The problem:
Your copy should match the records below exactly, except for the pictures.

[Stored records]
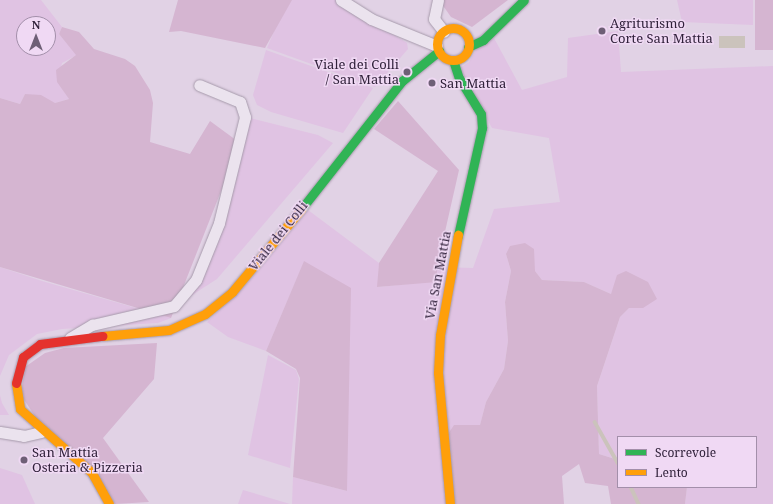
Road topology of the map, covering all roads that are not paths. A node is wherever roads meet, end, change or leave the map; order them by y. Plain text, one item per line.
1 (341, 0) edge
2 (438, 0) edge
3 (524, 0) edge
4 (444, 32) junction
5 (468, 48) junction
6 (438, 49) junction
7 (453, 60) junction
8 (199, 85) dead end
9 (70, 338) junction
10 (0, 432) edge
11 (42, 432) junction
12 (109, 504) edge
13 (450, 504) edge

1 - 6 street
2 - 4 street
3 - 5 street
4 - 5 street
4 - 6 street
5 - 7 street
6 - 7 street
6 - 9 street, Viale dei Colli
7 - 13 street, Via San Mattia
8 - 9 street, Viale dei Colli
9 - 11 street, Viale dei Colli
10 - 11 street
11 - 12 street, Viale dei Colli

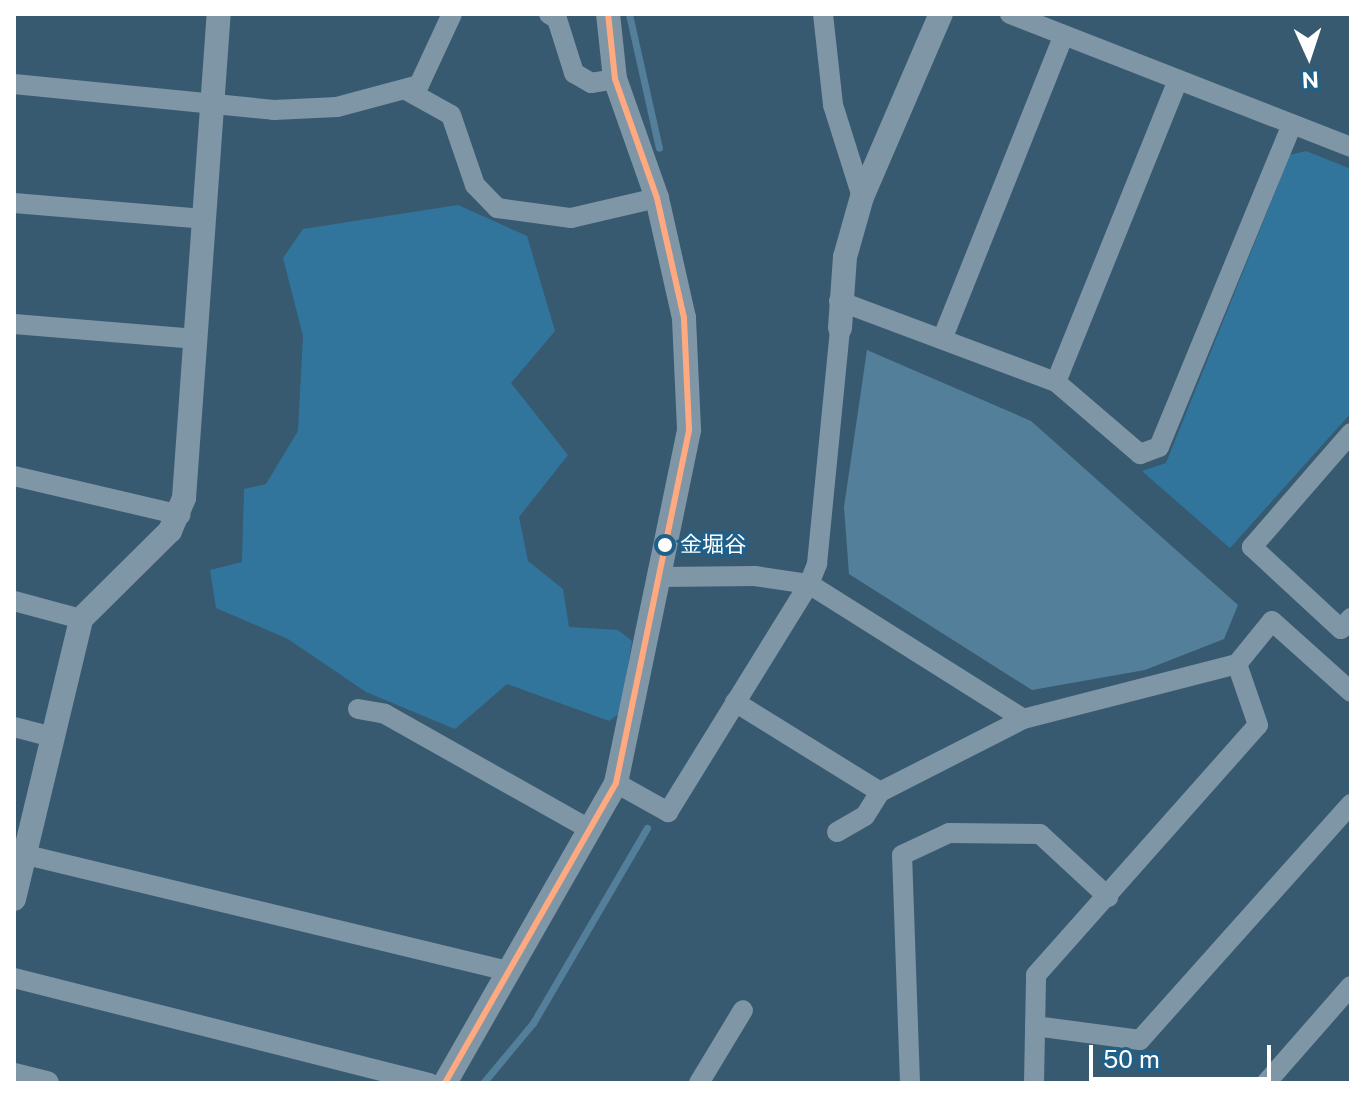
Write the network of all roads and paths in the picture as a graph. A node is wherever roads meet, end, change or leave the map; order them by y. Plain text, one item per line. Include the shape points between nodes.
1 (219, 14) edge
2 (452, 14) edge
3 (549, 14) edge
4 (608, 14) edge
5 (823, 14) edge
6 (941, 14) edge
7 (1010, 14) edge
8 (1064, 35) junction
9 (615, 79) junction
10 (1178, 80) junction
11 (14, 84) edge
12 (406, 90) junction
13 (213, 104) junction
14 (1292, 124) junction
15 (1351, 147) edge
16 (862, 197) junction
17 (657, 198) junction
18 (14, 203) edge
19 (203, 219) junction
20 (839, 301) junction
21 (14, 324) edge
22 (840, 328) joint
23 (943, 337) junction
24 (196, 339) junction
25 (1056, 382) junction
26 (1351, 433) edge
27 (14, 476) edge
28 (180, 515) junction
29 (662, 577) junction
30 (809, 584) junction
31 (14, 601) edge
32 (1351, 618) edge
33 (81, 619) junction
34 (1237, 664) junction
35 (1351, 692) edge
36 (735, 702) junction
37 (358, 709) dead end
38 (1023, 719) junction
39 (14, 727) edge
40 (53, 737) junction
41 (616, 783) junction
42 (880, 792) junction
43 (1351, 804) edge
44 (589, 829) junction
45 (837, 832) dead end
46 (19, 853) edge
47 (1108, 897) junction
48 (14, 899) edge
49 (508, 971) junction
50 (14, 978) edge
51 (1351, 986) edge
52 (743, 1010) dead end
53 (1035, 1026) junction
54 (14, 1075) edge
55 (47, 1083) edge
56 (430, 1083) edge
57 (445, 1083) edge
58 (699, 1083) edge
59 (910, 1083) edge
60 (1034, 1083) edge
61 (1266, 1083) edge

1 - 13 street
2 - 12 street via 419,85
3 - 9 street via 557,19 574,73 591,83
4 - 9 street
5 - 16 street via 833,105
6 - 16 street
7 - 8 street
8 - 10 street
8 - 23 street
9 - 17 street
10 - 14 street
10 - 25 street
11 - 13 street
12 - 13 street via 295,111
12 - 17 street via 451,115 475,185 497,208 571,218
13 - 19 street
14 - 15 street
14 - 25 street via 1159,447 1140,454
16 - 20 street
17 - 29 street via 690,371 689,429
18 - 19 street
19 - 24 street
20 - 22 street
20 - 23 street
21 - 24 street
22 - 30 street via 817,564
23 - 25 street
24 - 28 street
26 - 32 street via 1252,547 1341,629
27 - 28 street
28 - 33 street
29 - 30 street via 755,576
29 - 41 street
30 - 36 street
30 - 38 street
31 - 33 street
33 - 40 street
34 - 35 street via 1272,621
34 - 38 street
34 - 47 street via 1258,725
36 - 41 street via 668,812
36 - 42 street
37 - 44 street via 385,714
38 - 42 street
39 - 40 street
40 - 46 street
41 - 44 street
42 - 45 street via 865,816
43 - 53 street via 1140,1040
44 - 49 street
46 - 48 street
46 - 49 street
47 - 53 street via 1036,975
47 - 59 street via 1040,834 949,833 902,855
49 - 57 street
50 - 56 street
51 - 61 street
52 - 58 street
53 - 60 street
54 - 55 street

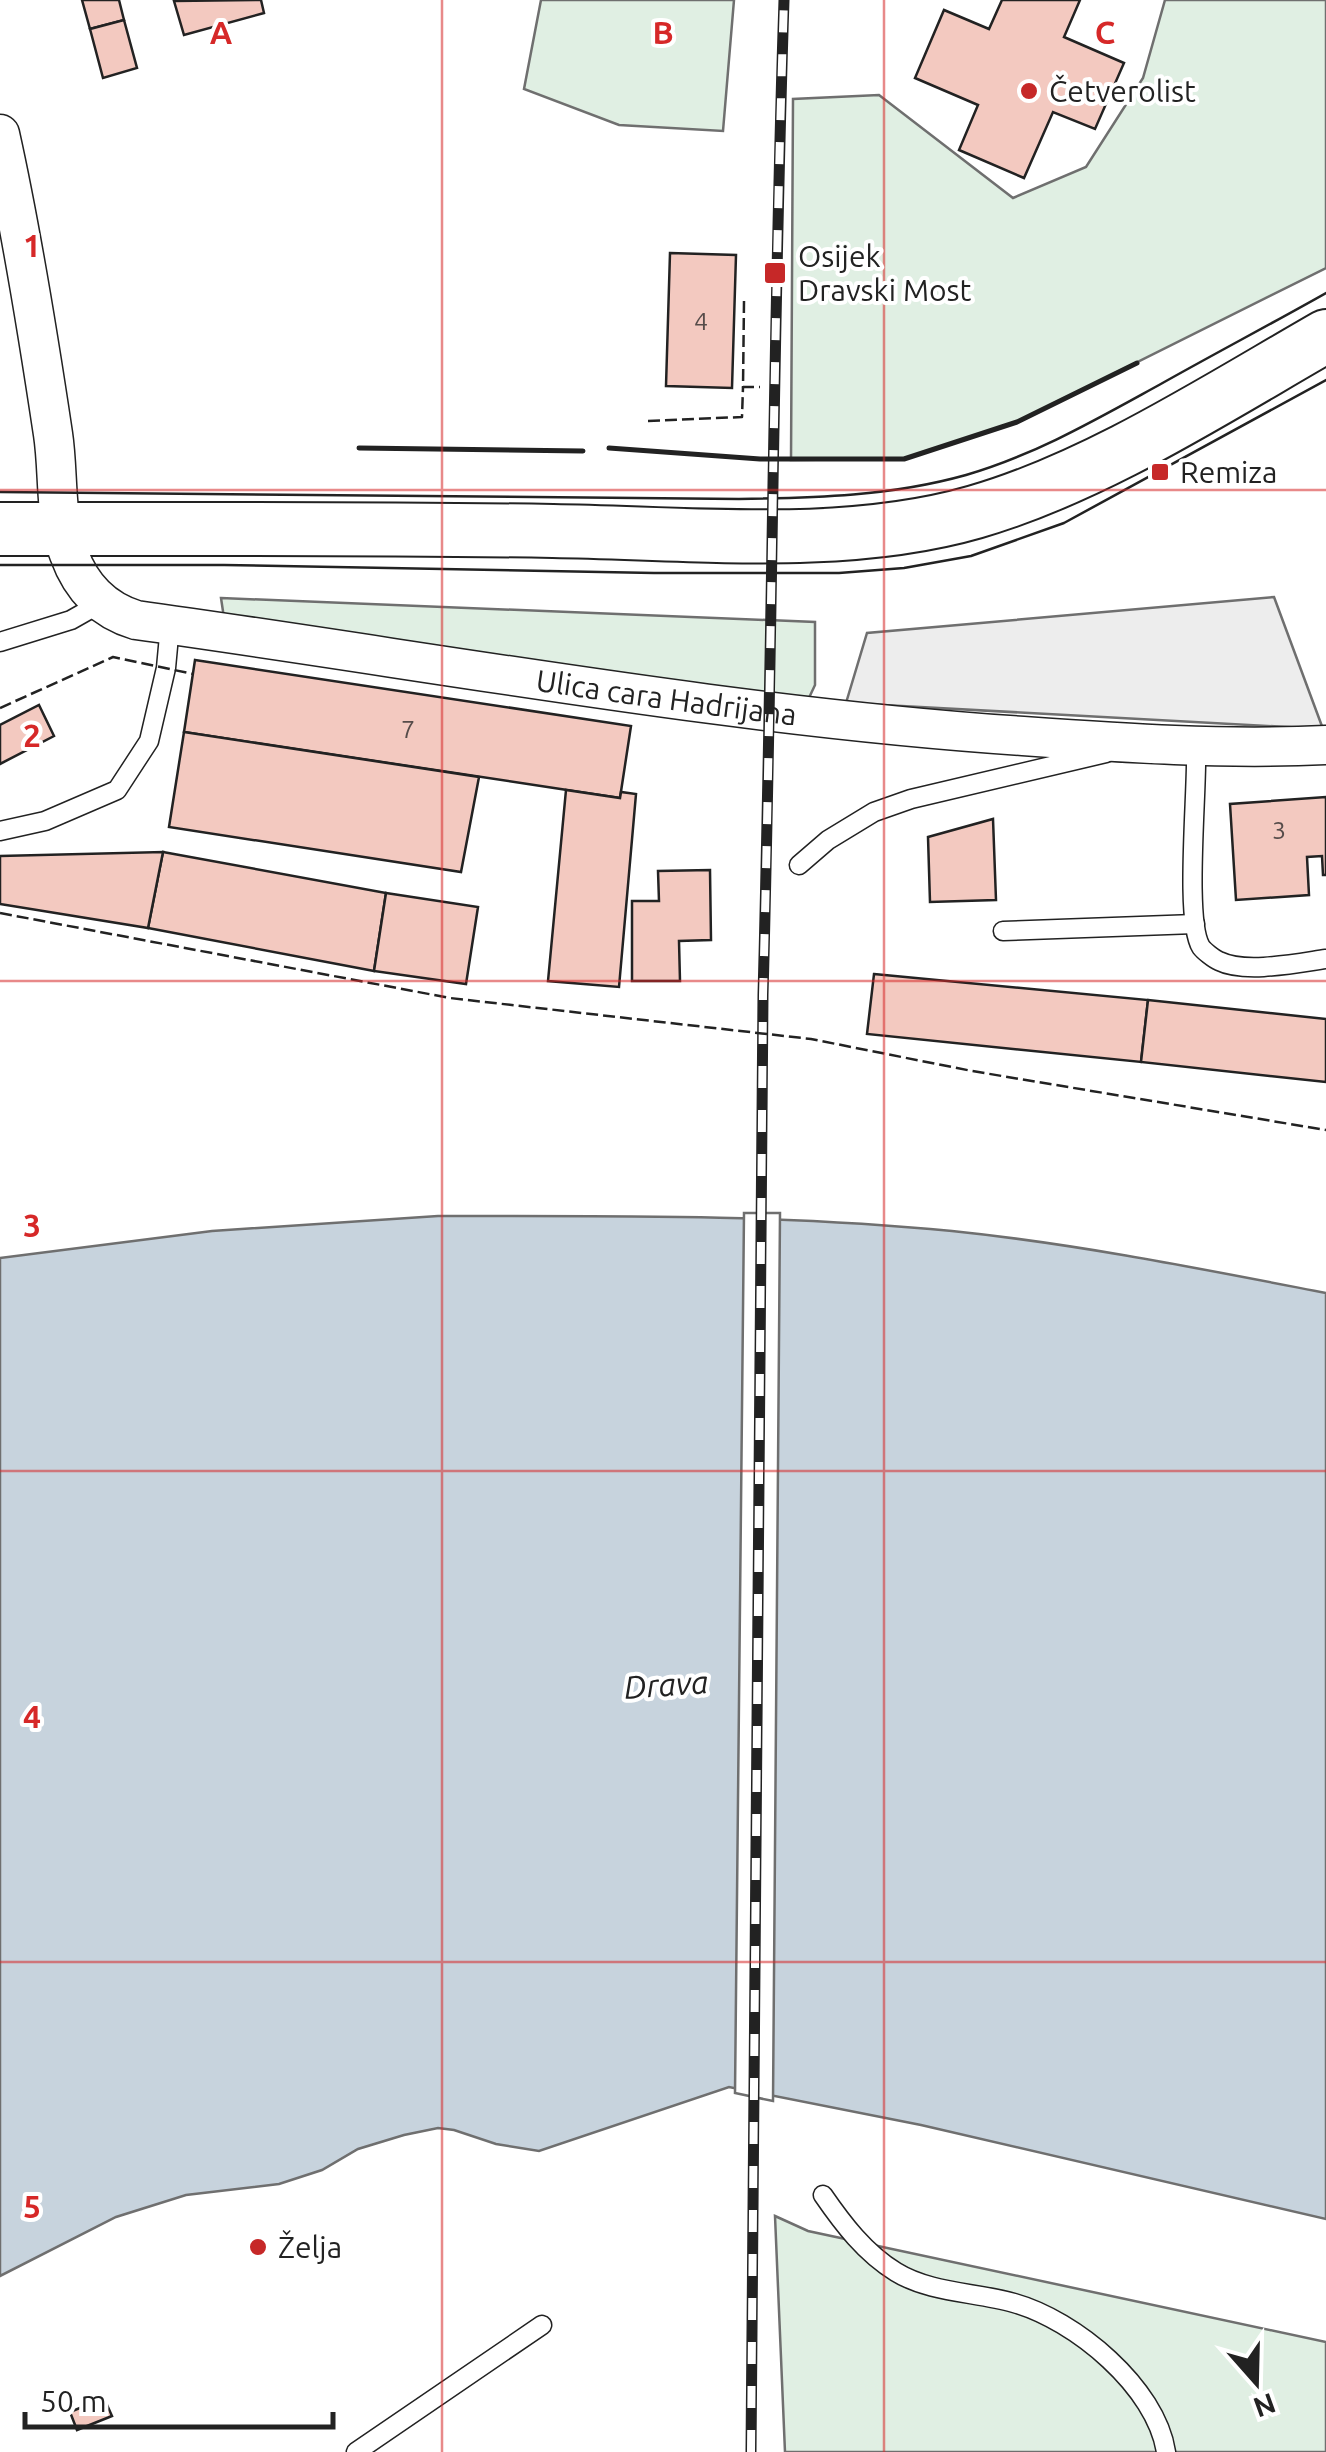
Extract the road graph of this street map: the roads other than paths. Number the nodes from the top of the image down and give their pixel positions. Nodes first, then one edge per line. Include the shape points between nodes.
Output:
1 (0, 134) edge
2 (1326, 336) edge
3 (0, 529) edge
4 (62, 529) junction
5 (101, 604) junction
6 (170, 625) junction
7 (0, 642) edge
8 (1140, 744) junction
9 (1326, 744) edge
10 (1196, 747) junction
11 (0, 832) edge
12 (799, 865) dead end
13 (1195, 924) junction
14 (1002, 931) dead end
15 (1326, 958) edge
16 (822, 2195) dead end
17 (542, 2324) dead end
18 (356, 2452) edge
19 (1166, 2452) edge

1 - 4 street via 48,402
2 - 4 main road via 1051,485 971,513 879,531
3 - 4 main road
4 - 5 street via 73,566
5 - 6 street, Ulica cara Hadrijana via 116,614
5 - 7 lane
6 - 8 street, Ulica cara Hadrijana via 835,721
6 - 11 lane via 149,742 117,790
8 - 10 street, Ulica cara Hadrijana
8 - 12 lane via 874,812
9 - 10 street, Ulica cara Hadrijana
10 - 13 lane
13 - 14 lane
13 - 15 lane via 1200,946 1218,961 1244,967
16 - 19 lane via 846,2228 898,2274 1041,2311 1106,2356 1154,2412
17 - 18 lane

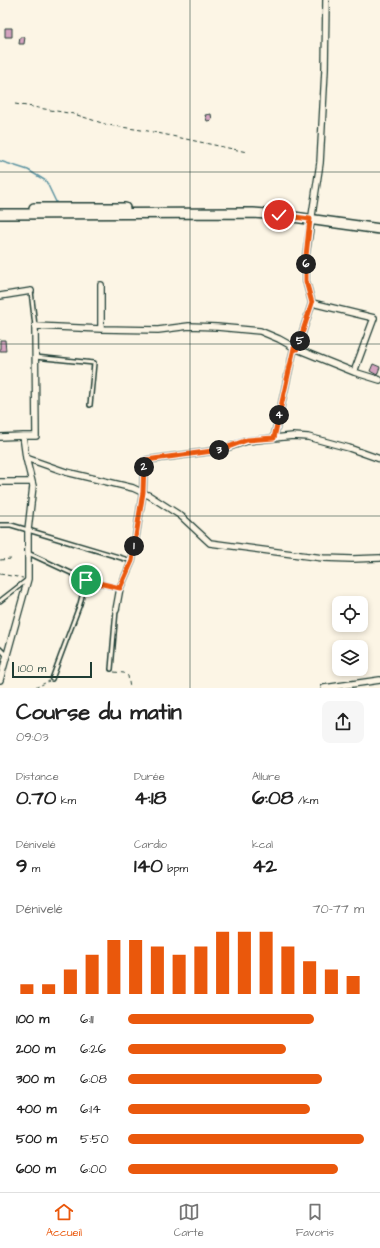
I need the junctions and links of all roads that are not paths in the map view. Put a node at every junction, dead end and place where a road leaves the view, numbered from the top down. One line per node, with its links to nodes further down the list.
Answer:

Answer section:
Road topology of the map, covering all roads that are not paths. A node is wherever roads meet, end, change or leave the map; order them by y. Plain text, one item per line.
1 (341, 0) edge
2 (438, 0) edge
3 (524, 0) edge
4 (444, 32) junction
5 (468, 48) junction
6 (438, 49) junction
7 (453, 60) junction
8 (199, 85) dead end
9 (70, 338) junction
10 (0, 432) edge
11 (42, 432) junction
12 (109, 504) edge
13 (450, 504) edge

1 - 6 street
2 - 4 street
3 - 5 street
4 - 5 street
4 - 6 street
5 - 7 street
6 - 7 street
6 - 9 street, Viale dei Colli
7 - 13 street, Via San Mattia
8 - 9 street, Viale dei Colli
9 - 11 street, Viale dei Colli
10 - 11 street
11 - 12 street, Viale dei Colli

Write the network of all roads and paths in the picture as a graph. A node is wherever roads meet, end, change or leave the map; order them by y. Plain text, one item per line. Include the shape points between nodes.
1 (219, 14) edge
2 (452, 14) edge
3 (549, 14) edge
4 (608, 14) edge
5 (823, 14) edge
6 (941, 14) edge
7 (1010, 14) edge
8 (1064, 35) junction
9 (615, 79) junction
10 (1178, 80) junction
11 (14, 84) edge
12 (406, 90) junction
13 (213, 104) junction
14 (1292, 124) junction
15 (1351, 147) edge
16 (862, 197) junction
17 (657, 198) junction
18 (14, 203) edge
19 (203, 219) junction
20 (839, 301) junction
21 (14, 324) edge
22 (840, 328) joint
23 (943, 337) junction
24 (196, 339) junction
25 (1056, 382) junction
26 (1351, 433) edge
27 (14, 476) edge
28 (180, 515) junction
29 (662, 577) junction
30 (809, 584) junction
31 (14, 601) edge
32 (1351, 618) edge
33 (81, 619) junction
34 (1237, 664) junction
35 (1351, 692) edge
36 (735, 702) junction
37 (358, 709) dead end
38 (1023, 719) junction
39 (14, 727) edge
40 (53, 737) junction
41 (616, 783) junction
42 (880, 792) junction
43 (1351, 804) edge
44 (589, 829) junction
45 (837, 832) dead end
46 (19, 853) edge
47 (1108, 897) junction
48 (14, 899) edge
49 (508, 971) junction
50 (14, 978) edge
51 (1351, 986) edge
52 (743, 1010) dead end
53 (1035, 1026) junction
54 (14, 1075) edge
55 (47, 1083) edge
56 (430, 1083) edge
57 (445, 1083) edge
58 (699, 1083) edge
59 (910, 1083) edge
60 (1034, 1083) edge
61 (1266, 1083) edge

1 - 13 street
2 - 12 street via 419,85
3 - 9 street via 557,19 574,73 591,83
4 - 9 street
5 - 16 street via 833,105
6 - 16 street
7 - 8 street
8 - 10 street
8 - 23 street
9 - 17 street
10 - 14 street
10 - 25 street
11 - 13 street
12 - 13 street via 295,111
12 - 17 street via 451,115 475,185 497,208 571,218
13 - 19 street
14 - 15 street
14 - 25 street via 1159,447 1140,454
16 - 20 street
17 - 29 street via 690,371 689,429
18 - 19 street
19 - 24 street
20 - 22 street
20 - 23 street
21 - 24 street
22 - 30 street via 817,564
23 - 25 street
24 - 28 street
26 - 32 street via 1252,547 1341,629
27 - 28 street
28 - 33 street
29 - 30 street via 755,576
29 - 41 street
30 - 36 street
30 - 38 street
31 - 33 street
33 - 40 street
34 - 35 street via 1272,621
34 - 38 street
34 - 47 street via 1258,725
36 - 41 street via 668,812
36 - 42 street
37 - 44 street via 385,714
38 - 42 street
39 - 40 street
40 - 46 street
41 - 44 street
42 - 45 street via 865,816
43 - 53 street via 1140,1040
44 - 49 street
46 - 48 street
46 - 49 street
47 - 53 street via 1036,975
47 - 59 street via 1040,834 949,833 902,855
49 - 57 street
50 - 56 street
51 - 61 street
52 - 58 street
53 - 60 street
54 - 55 street

Extract the road graph of this street map: the roads other than paths. Number the nodes from the top of the image down and give their pixel positions. Nodes first, then one edge per line. Include the shape points between nodes.
Output:
1 (0, 134) edge
2 (1326, 336) edge
3 (0, 529) edge
4 (62, 529) junction
5 (101, 604) junction
6 (170, 625) junction
7 (0, 642) edge
8 (1140, 744) junction
9 (1326, 744) edge
10 (1196, 747) junction
11 (0, 832) edge
12 (799, 865) dead end
13 (1195, 924) junction
14 (1002, 931) dead end
15 (1326, 958) edge
16 (822, 2195) dead end
17 (542, 2324) dead end
18 (356, 2452) edge
19 (1166, 2452) edge

1 - 4 street via 48,402
2 - 4 main road via 1051,485 971,513 879,531
3 - 4 main road
4 - 5 street via 73,566
5 - 6 street, Ulica cara Hadrijana via 116,614
5 - 7 lane
6 - 8 street, Ulica cara Hadrijana via 835,721
6 - 11 lane via 149,742 117,790
8 - 10 street, Ulica cara Hadrijana
8 - 12 lane via 874,812
9 - 10 street, Ulica cara Hadrijana
10 - 13 lane
13 - 14 lane
13 - 15 lane via 1200,946 1218,961 1244,967
16 - 19 lane via 846,2228 898,2274 1041,2311 1106,2356 1154,2412
17 - 18 lane

I need the junctions and links of all roads that are not paths in the map view. Put a node at every junction, dead end and place where a road leaves the view, numbered from the top down. One line per node, with its links to nodes further down the list.
Answer:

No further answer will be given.